Am 10. Oktober 2014 war Satyarthi gemeinsam mit der pakistanischen Kinderrechtlerin Malala Yousafzai der Friedensnobelpreis zuerkannt worden. Zunächst stand er im Schatten der jungen Frau, die mit inzwischen 18 Jahren die jüngste Preisträgerin der 115-jährigen Nobelpreisgeschichte ist. Heute strömen die Menschen zu ihm. Im Juni erst zog der passionierte Prediger in der Schleyerhalle Tausende Kirchentagsbesucher in seinen Bann.

Assistiert wurde Moderator Dorfs von Kinderreportern aus der dritten und vierten Klasse der Heusteigschule, die den Gast auf der Bühne interviewten. Eric Ferdinand (7) wollte wissen, ob sich dessen Leben seit der Preisverleihung geändert hätte. "Ein kleines bisschen", sagte Satyarthi. Er habe die gleichen Kleider an, bewohne wie bisher seine Zwei-Zimmer-Wohnung, esse weiterhin vegetarisch, rauche und trinke nicht – rede aber "im Namen der Kinder" mit den Mächtigen der Welt. 17.000 Einladungen habe er binnen zwölf Monaten schon erhalten. Um alle abzuarbeiten, brauche er noch 92 Jahre. Meriam Hammami (9) fragte, ob er einmal in Lebensgefahr gewesen sei. "Viele Male", antwortete Satyarthi. Selbst ist er zweifacher Vater, auch sein Sohn – heute Rechtsanwalt – wurde mit schweren Folgen attackiert.

Keine kleinen Zukunftspläne

Alle Fragen hatten sich die Heusteigschüler gemeinsam überlegt. So erkundigte sich Mathilde Kohlrausch (9) nach seinen Zukunftsplänen. Demzufolge hat der Inder nichts Geringeres im Sinn, als mit den Kindern – den "Champions von heute" – eine globale Welle der Begeisterung auszulösen, "um die schönste und friedlichste Welt zu errichten". Das ganze Publikum rief er dazu auf, sein Anliegen sogleich per Facebook weiter zu verbreiten und sensibel zu sein für menschenwürdig hergestellte Produkte.
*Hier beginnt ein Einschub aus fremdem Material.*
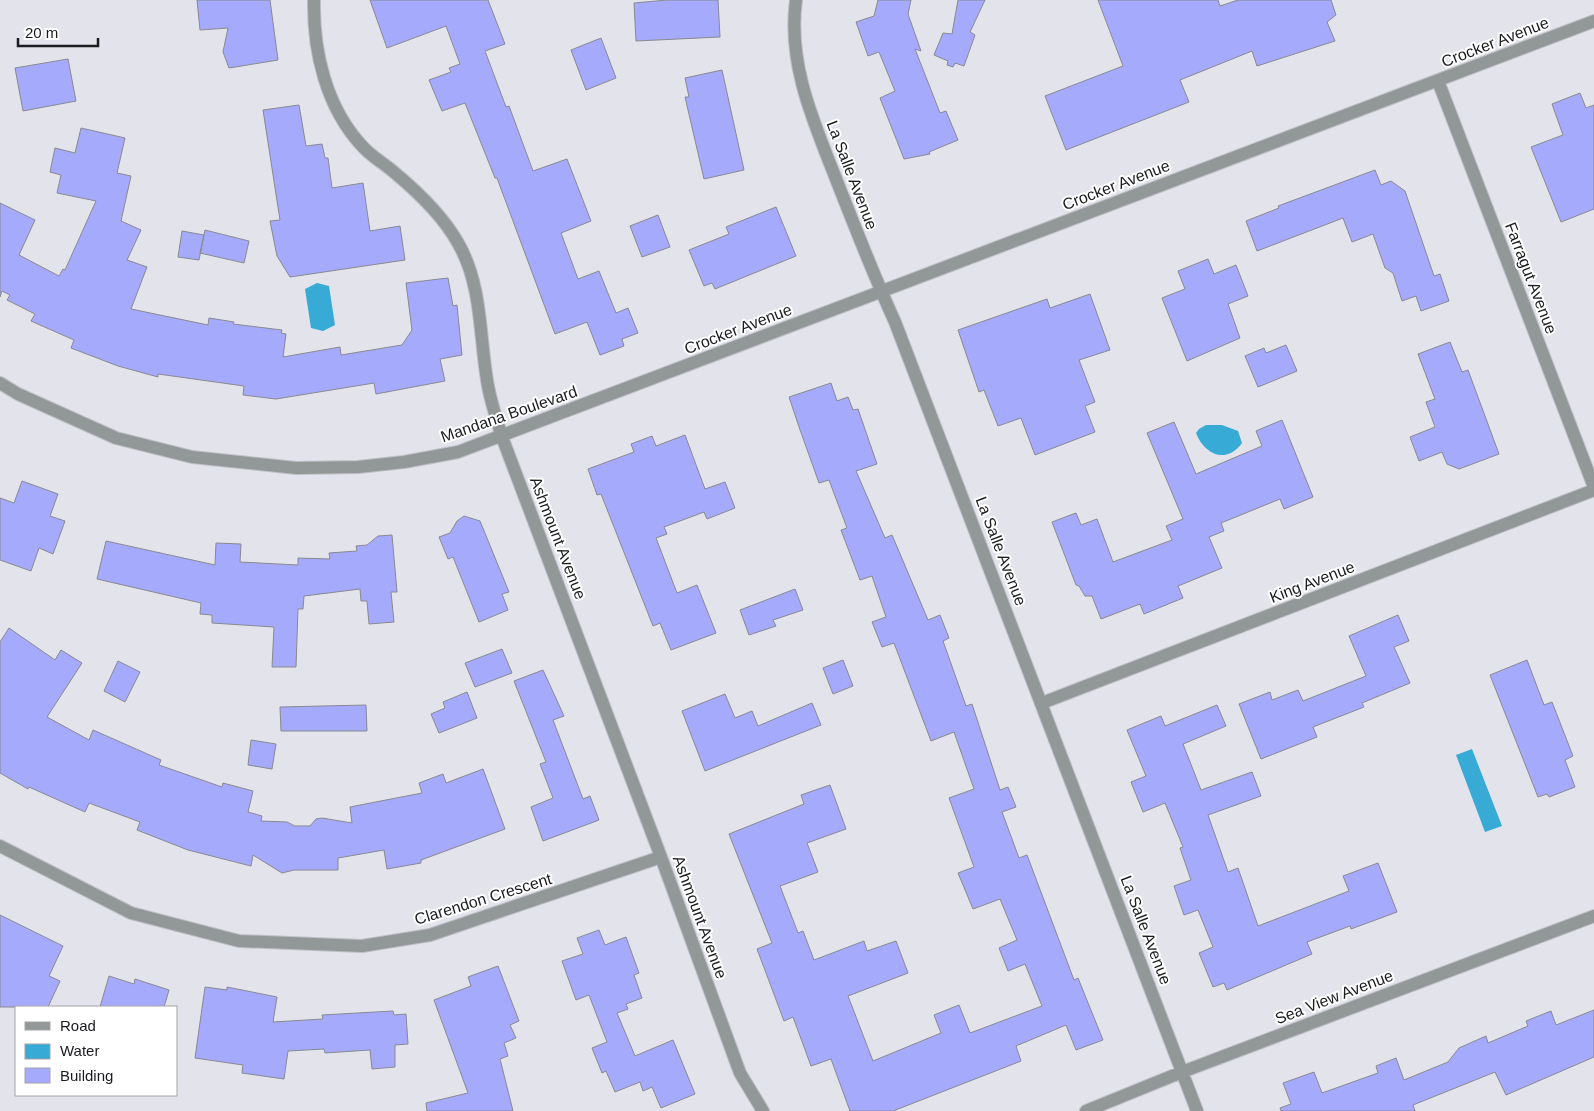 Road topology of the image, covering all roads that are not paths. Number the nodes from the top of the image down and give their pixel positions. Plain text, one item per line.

Auf weitere Fragen von Erwachsenen machte Satyarthi das Kastensystem, das Gefälle von Stadt und Land sowie die Unterschiede in der Digitalisierung des Landes für die Kinderdiskriminierung vor allem in Indien verantwortlich.

Mit den "Stuttgarter Gesprächen" wollen Robert Bosch Stiftung und Stuttgarter Zeitung herausragende Persönlichkeiten nach Stuttgart holen, sagte die Geschäftsführerin der Stiftung, Uta-Micaela Dürig. Der Auftakt hat Maßstäbe gesetzt: Der Preisträger der Herzen wurde mit stehenden Ovationen und lautem Jubel verabschiedet.